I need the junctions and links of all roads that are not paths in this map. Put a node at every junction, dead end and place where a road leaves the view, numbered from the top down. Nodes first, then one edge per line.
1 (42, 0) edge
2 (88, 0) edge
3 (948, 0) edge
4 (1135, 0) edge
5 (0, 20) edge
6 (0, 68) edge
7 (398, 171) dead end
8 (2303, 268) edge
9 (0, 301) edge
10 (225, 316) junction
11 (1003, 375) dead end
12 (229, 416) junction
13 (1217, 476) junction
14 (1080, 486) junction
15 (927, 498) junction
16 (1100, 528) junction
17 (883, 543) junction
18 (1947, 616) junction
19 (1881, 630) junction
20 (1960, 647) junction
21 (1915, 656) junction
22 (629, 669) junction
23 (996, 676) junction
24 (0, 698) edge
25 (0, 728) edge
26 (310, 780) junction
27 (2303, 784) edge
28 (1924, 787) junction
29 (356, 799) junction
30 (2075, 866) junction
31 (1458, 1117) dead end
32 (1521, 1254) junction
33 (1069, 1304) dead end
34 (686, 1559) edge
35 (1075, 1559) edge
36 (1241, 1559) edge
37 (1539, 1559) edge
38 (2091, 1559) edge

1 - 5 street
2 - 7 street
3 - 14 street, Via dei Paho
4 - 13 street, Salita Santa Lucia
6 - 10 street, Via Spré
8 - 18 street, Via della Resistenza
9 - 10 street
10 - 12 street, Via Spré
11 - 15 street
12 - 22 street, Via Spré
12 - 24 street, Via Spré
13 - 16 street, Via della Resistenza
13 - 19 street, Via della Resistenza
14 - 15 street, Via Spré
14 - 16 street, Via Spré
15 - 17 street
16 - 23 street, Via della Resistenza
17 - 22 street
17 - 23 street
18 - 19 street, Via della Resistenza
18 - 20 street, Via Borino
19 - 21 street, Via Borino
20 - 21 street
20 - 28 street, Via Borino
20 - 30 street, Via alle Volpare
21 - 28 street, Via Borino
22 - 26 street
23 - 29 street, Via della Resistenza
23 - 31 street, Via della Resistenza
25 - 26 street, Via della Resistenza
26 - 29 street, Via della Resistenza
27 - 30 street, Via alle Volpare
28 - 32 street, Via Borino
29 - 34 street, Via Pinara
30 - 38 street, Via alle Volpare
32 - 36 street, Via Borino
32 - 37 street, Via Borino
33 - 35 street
- - - - - - -
▶ [Activity]: Copy each line of the listing that includes "alle".

▶ [Result of this task]:
20 - 30 street, Via alle Volpare
27 - 30 street, Via alle Volpare
30 - 38 street, Via alle Volpare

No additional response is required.